=== Section Start ===
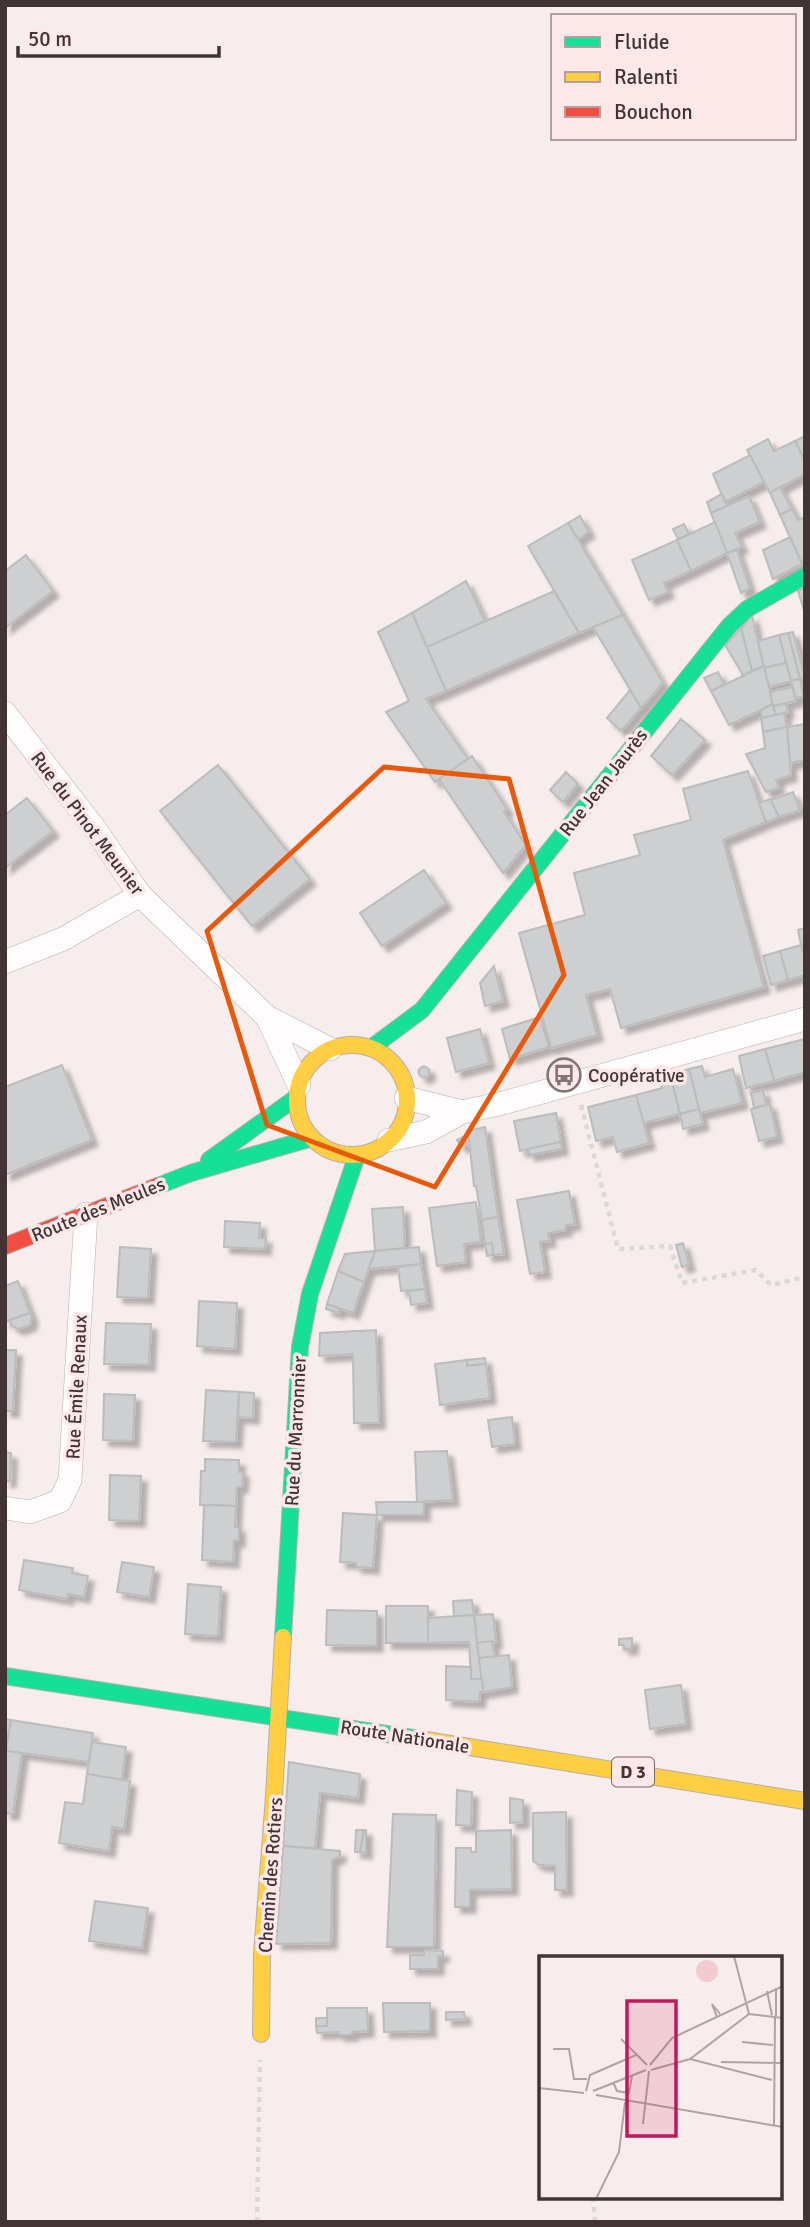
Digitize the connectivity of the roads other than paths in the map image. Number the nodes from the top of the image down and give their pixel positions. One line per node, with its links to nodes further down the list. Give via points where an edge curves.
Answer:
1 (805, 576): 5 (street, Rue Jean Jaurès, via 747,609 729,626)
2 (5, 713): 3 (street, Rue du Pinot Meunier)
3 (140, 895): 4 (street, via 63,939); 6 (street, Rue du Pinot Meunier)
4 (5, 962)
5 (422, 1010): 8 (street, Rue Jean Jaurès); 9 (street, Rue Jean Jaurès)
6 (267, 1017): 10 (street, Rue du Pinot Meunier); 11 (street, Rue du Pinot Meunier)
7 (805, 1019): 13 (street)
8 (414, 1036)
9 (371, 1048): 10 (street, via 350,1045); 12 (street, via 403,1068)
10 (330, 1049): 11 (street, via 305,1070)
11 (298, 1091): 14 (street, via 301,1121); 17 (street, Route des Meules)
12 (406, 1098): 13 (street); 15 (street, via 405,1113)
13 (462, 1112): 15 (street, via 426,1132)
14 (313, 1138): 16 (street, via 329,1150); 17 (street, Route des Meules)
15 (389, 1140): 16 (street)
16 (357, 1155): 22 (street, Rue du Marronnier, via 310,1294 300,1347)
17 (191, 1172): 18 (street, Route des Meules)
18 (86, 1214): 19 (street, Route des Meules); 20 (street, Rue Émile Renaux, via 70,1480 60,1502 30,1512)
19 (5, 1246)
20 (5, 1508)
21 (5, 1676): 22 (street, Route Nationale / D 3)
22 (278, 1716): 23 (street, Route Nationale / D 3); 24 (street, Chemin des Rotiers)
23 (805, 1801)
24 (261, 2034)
=== Section End ===
ASSIGNED TASK |
Skip the pictures and output all entries exactly.

OUTPUT OF THE EXERCISE |
Digitize the connectivity of the roads other than paths in the map image. Number the nodes from the top of the image down and give their pixel positions. One line per node, with its links to nodes further down the list. Give via points where an edge curves.
Answer:
1 (805, 576): 5 (street, Rue Jean Jaurès, via 747,609 729,626)
2 (5, 713): 3 (street, Rue du Pinot Meunier)
3 (140, 895): 4 (street, via 63,939); 6 (street, Rue du Pinot Meunier)
4 (5, 962)
5 (422, 1010): 8 (street, Rue Jean Jaurès); 9 (street, Rue Jean Jaurès)
6 (267, 1017): 10 (street, Rue du Pinot Meunier); 11 (street, Rue du Pinot Meunier)
7 (805, 1019): 13 (street)
8 (414, 1036)
9 (371, 1048): 10 (street, via 350,1045); 12 (street, via 403,1068)
10 (330, 1049): 11 (street, via 305,1070)
11 (298, 1091): 14 (street, via 301,1121); 17 (street, Route des Meules)
12 (406, 1098): 13 (street); 15 (street, via 405,1113)
13 (462, 1112): 15 (street, via 426,1132)
14 (313, 1138): 16 (street, via 329,1150); 17 (street, Route des Meules)
15 (389, 1140): 16 (street)
16 (357, 1155): 22 (street, Rue du Marronnier, via 310,1294 300,1347)
17 (191, 1172): 18 (street, Route des Meules)
18 (86, 1214): 19 (street, Route des Meules); 20 (street, Rue Émile Renaux, via 70,1480 60,1502 30,1512)
19 (5, 1246)
20 (5, 1508)
21 (5, 1676): 22 (street, Route Nationale / D 3)
22 (278, 1716): 23 (street, Route Nationale / D 3); 24 (street, Chemin des Rotiers)
23 (805, 1801)
24 (261, 2034)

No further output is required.